The second test case was configured as a SUSE 8.2 Professional system, with six 10GB SCSI disks. With this system, I put the entire system onto the first SCSI disk, and then manually configured RAID5 across the remaining 5 disks, to be used as a file storage area, mounted into the root filesystem at /files.

One of the nice things about recent SUSE (and most other modern Linux distributions) is that RAID support is compiled into the kernel by default.

One late night, lots of caffeine, and a great deal of patience later, I had the two systems up and running.

Read on for some tips, tricks and instructions on configuring the two systems. The fact that VMWare was used is neither here nor there really, and the techniques should be the same if used on "real" systems.

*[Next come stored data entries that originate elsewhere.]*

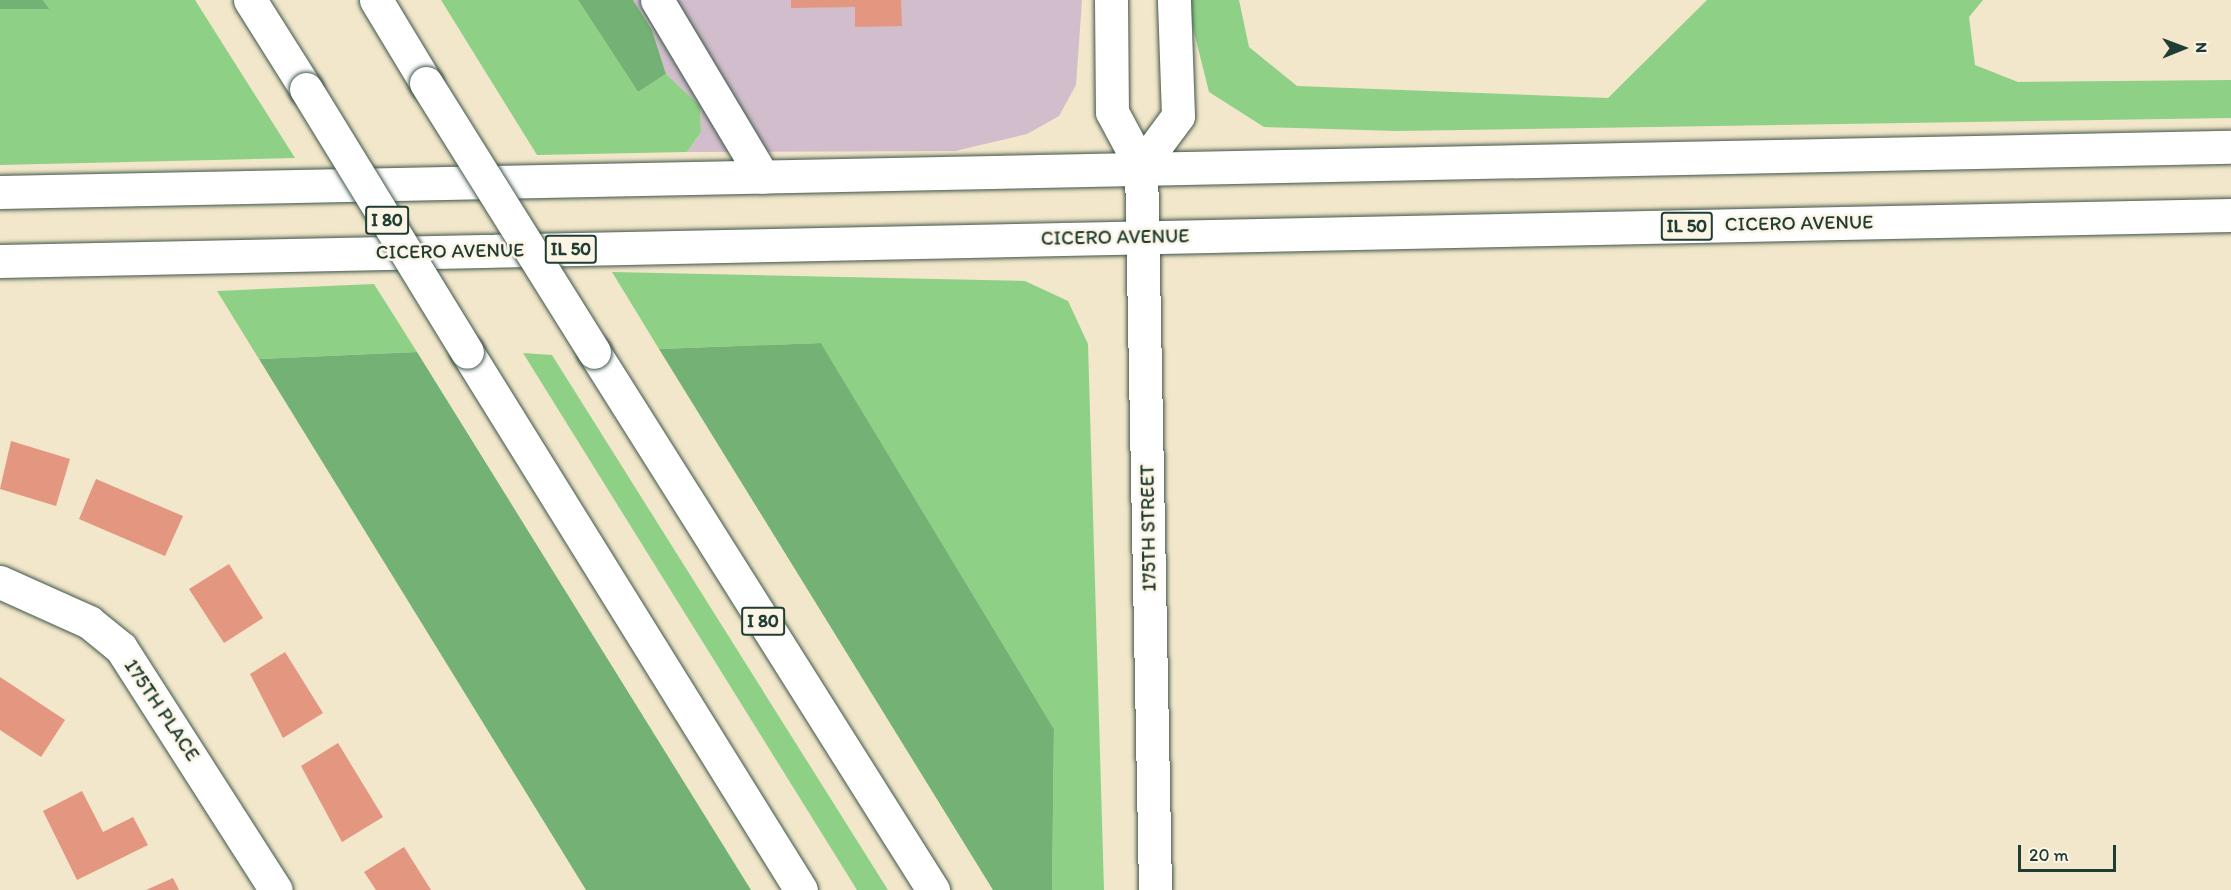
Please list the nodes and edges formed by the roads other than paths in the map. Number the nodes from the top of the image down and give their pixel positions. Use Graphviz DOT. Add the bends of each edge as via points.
graph roads {
  1 [pos="249,0"];
  2 [pos="376,0"];
  3 [pos="657,0"];
  4 [pos="1111,0"];
  5 [pos="1174,0"];
  6 [pos="2231,147"];
  7 [pos="1141,166"];
  8 [pos="763,177"];
  9 [pos="0,192"];
  10 [pos="2231,215"];
  11 [pos="1143,236"];
  12 [pos="0,261"];
  13 [pos="0,582"];
  14 [pos="276,890"];
  15 [pos="801,890"];
  16 [pos="933,890"];
  17 [pos="1155,890"];
  1 -- 15 [label="main road, I 80, bridge"];
  2 -- 16 [label="main road, I 80, bridge"];
  3 -- 8 [label="main road"];
  4 -- 7 [label="main road, 175TH STREET" via="1112,112"];
  5 -- 7 [label="main road" via="1178,116"];
  6 -- 7 [label="main road"];
  7 -- 8 [label="main road"];
  7 -- 11 [label="main road, 175TH STREET"];
  8 -- 9 [label="main road"];
  10 -- 11 [label="main road, CICERO AVENUE / IL 50"];
  11 -- 12 [label="main road, CICERO AVENUE / IL 50"];
  11 -- 17 [label="main road, 175TH STREET"];
  13 -- 14 [label="main road, 175TH PLACE" via="79,617 121,648"];
}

RAID1 (Mirroring) Under SUSE 8.0 Professional

Note: This section is not a full discussion and tutorial of YaST! Also, the procedure outlined here will not give bootable redundancy. If the disk containing /boot fails the system will be unbootable. You could, however, use a boot disk and access the good disk in order to rebuild the system. This is a limitation of booting from software RAID devices using earlier distributions of Linux, using LILO. Try to set this up with YaST, and it'll warn you that it "may" not be bootable. I know that Red Hat Enterprise Linux 4 and GRUB will boot successfully from a software RAID1 /boot partition. Anyway, I always use hardware RAID on Linux systems anyway as disks are cheap these days, and hardware RAID remains transparent to the OS. That said, this procedure gives a feel for software mirroring a Linux system, and on this test box I only wanted data redundancy so I could easily mount a disk if the other failed and recover my files.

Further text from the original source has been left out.